Recently an SMTP Smuggling attack on Postfix was published, as mentioned by the Postfix project:
Days before a 10+ day holiday break and associated production change freeze, SEC Consult has published an email spoofing attack that involves a composition of email services with specific differences in the way they handle line endings other than <CR><LF>.
Unfortunately, criticial information provided by the researcher was not passed on to Postfix maintainers before publication of the attack, otherwise we would certainly have convinced SEC Consult to postpone publication until after people had a chance to update their Postfix or other affected systems.
The net result: a presumably unintended zero-day attack was published because some people weren’t aware of the scope of the attack.
At this time it means an upstream fix by Postfix is needed to fully fix the security issue.
Zimbra will create a patch with updated configuration files and an updated version of Postfix as soon as possible, meanwhile we recommend to add:
smtpd_discard_ehlo_keywords=chunking
To the bottom of all the following files:
/opt/zimbra/common/conf/main.cf /opt/zimbra/common/conf/main.cf.default /opt/zimbra/common/conf/main.cf.proto
Remove the already existing line that reads: smtpd_discard_ehlo_keywords = from /opt/zimbra/common/conf/main.cf.default
And then as the OS user zimbra restart the MTA:
zmmtactl restart
The following line should already be set in the configuration files, but be sure to check if it is indeed present on your installation:
smtpd_data_restrictions = reject_unauth_pipelining
The file /opt/zimbra/common/conf/main.cf.default already has the line ‘smtpd_discard_ehlo_keywords =’
But the workaround is to add the line to the bottom of the main.cf.default?
Thanks for your comment, will update the blog post.
You may either replace that line with smtpd_discard_ehlo_keywords=chunking or remove the already existing line and add it to the bottom.
It’s cleaner to use `postconf -e` to edit Postfix configuration, it will add new or update existing lines as needed.
I am not sure if using postconf on template files will always have the desired effect, but again this issue will be addressed by a Zimbra patch postconf should not be needed.
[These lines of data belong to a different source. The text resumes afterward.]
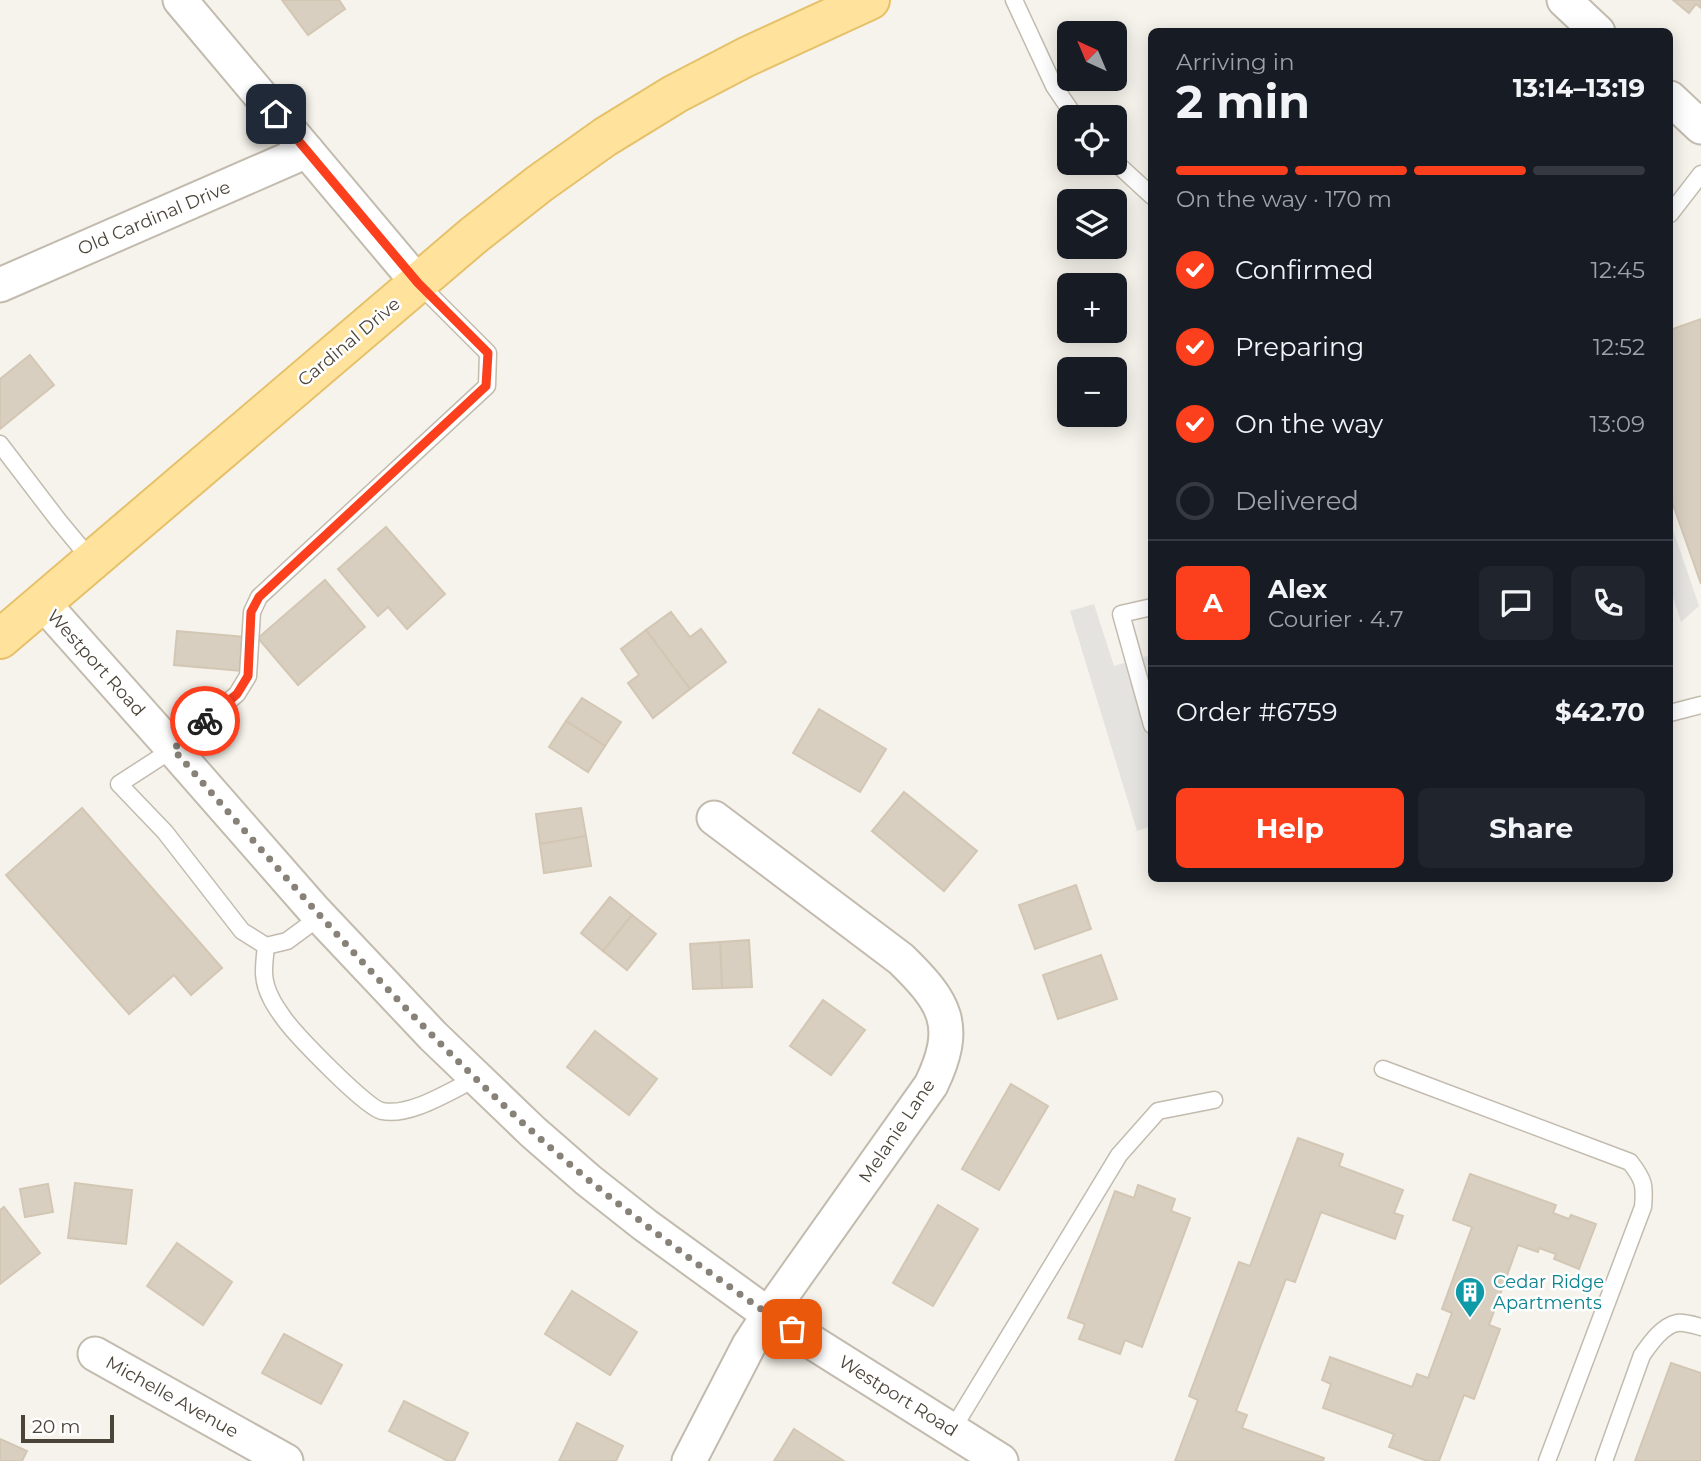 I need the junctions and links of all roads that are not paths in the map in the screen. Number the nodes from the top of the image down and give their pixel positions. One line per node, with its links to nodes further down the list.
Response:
1 (180, 0): 9 (street)
2 (870, 0): 14 (main road, Cardinal Drive)
3 (1014, 0): 7 (lane)
4 (1564, 0): 5 (street)
5 (1594, 28)
6 (1673, 101): 8 (street)
7 (1067, 105)
8 (1701, 127)
9 (307, 151): 14 (street); 15 (street, Old Cardinal Drive)
10 (1127, 173): 12 (lane)
11 (1701, 174): 13 (lane)
12 (1148, 192)
13 (1673, 210)
14 (418, 283): 17 (main road, Cardinal Drive); 24 (lane)
15 (0, 285)
16 (0, 444): 17 (lane)
17 (92, 561): 18 (main road, Cardinal Drive)
18 (43, 603): 20 (main road, Cardinal Drive); 24 (street, Westport Road)
19 (1148, 608): 22 (lane)
20 (0, 639)
21 (1701, 705): 23 (lane)
22 (1148, 710)
23 (1673, 712)
24 (173, 749): 26 (street, Westport Road); 27 (lane)
25 (714, 818): 31 (street, Melanie Lane)
26 (321, 916): 27 (lane); 29 (street, Westport Road)
27 (266, 946): 29 (lane)
28 (1383, 1069): 38 (lane)
29 (477, 1078): 31 (street, Westport Road)
30 (1214, 1100): 34 (lane)
31 (769, 1315): 34 (street, Westport Road); 36 (street)
32 (1701, 1327): 39 (lane)
33 (95, 1354): 35 (street, Michelle Avenue)
34 (952, 1430): 37 (street, Westport Road)
35 (286, 1461)
36 (689, 1461)
37 (1001, 1461)
38 (1547, 1461)
39 (1604, 1461)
For us it seems like the SMTP Server is still vulnerable, even after these setting are set and the MTA is restarted.
It’s not possible with BDAT anymore, but with LF-DOT-CRLF it’s still possible to smuggle. Tested with the Tool from Xeam. Is anybody else experiencing this?
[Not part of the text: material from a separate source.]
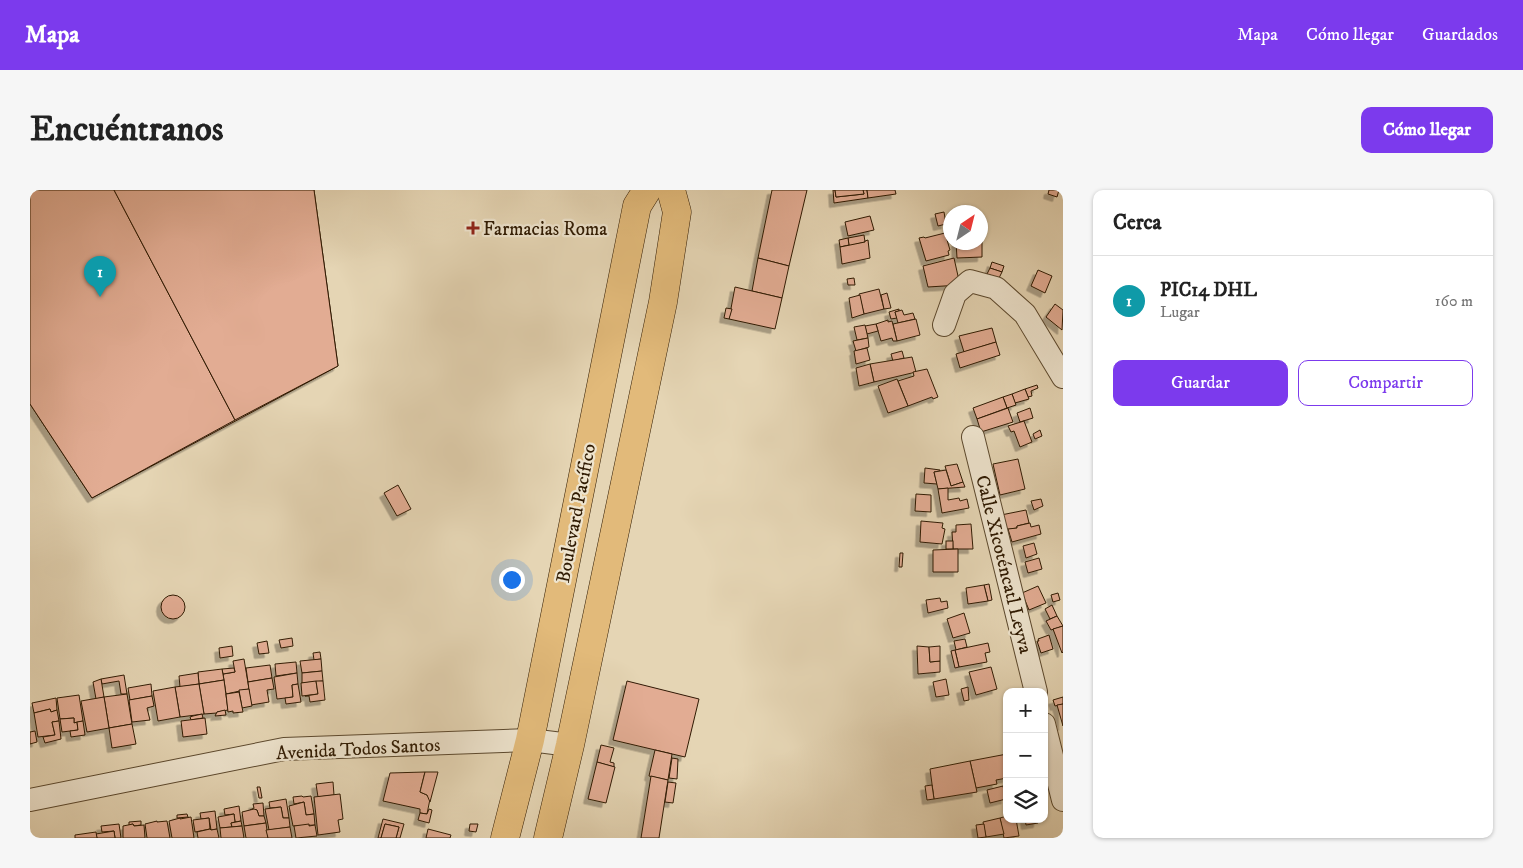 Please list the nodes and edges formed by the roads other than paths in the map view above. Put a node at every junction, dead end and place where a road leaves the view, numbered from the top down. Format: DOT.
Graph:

It appears that the tool from Xeam is not providing reliable results.
Big e-mail providers like Microsoft and GMX who allowed sending an . sequence from their outbound SMTP server’s to the inbound SMTP server (postfix in our case) as unfiltered, have already patched this issue.
If you’re planning to test this further, I would recommend trying out
https://github.com/The-Login/SMTP-Smuggling-Tools
Postfix as an outbound server interprets . as an end-of-data sequence.
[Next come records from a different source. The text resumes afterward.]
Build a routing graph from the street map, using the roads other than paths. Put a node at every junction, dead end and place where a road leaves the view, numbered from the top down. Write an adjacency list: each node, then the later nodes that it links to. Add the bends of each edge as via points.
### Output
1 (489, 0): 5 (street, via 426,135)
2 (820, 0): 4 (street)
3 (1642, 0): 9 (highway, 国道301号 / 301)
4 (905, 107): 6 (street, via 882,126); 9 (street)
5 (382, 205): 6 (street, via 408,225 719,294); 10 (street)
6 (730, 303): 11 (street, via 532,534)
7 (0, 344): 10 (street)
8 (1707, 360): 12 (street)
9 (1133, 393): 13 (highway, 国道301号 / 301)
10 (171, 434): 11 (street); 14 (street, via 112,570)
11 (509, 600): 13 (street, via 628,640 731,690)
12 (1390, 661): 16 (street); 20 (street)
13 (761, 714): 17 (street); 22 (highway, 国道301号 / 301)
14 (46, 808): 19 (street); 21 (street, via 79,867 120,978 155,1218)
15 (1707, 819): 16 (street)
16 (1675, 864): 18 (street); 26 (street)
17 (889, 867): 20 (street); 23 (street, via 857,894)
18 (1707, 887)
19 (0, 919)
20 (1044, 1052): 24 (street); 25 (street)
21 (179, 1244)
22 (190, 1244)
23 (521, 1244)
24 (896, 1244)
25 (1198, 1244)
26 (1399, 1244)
In that case, go ahead to “Scanning postfix as an inbound SMTP servers”.
Will you consider upgrading Postfix to 3.6.14 or newer? This new release improves the initial fixes released in December, with less impact on broken clients and better logging. See https://www.postfix.org/announcements/postfix-3.8.5.html
Or wait a bit until Postfix 3.9 comes out. Unlike older releases, 3.9 will enable all recommended mitigations by default.
We are planning to upgrade Postfix soon.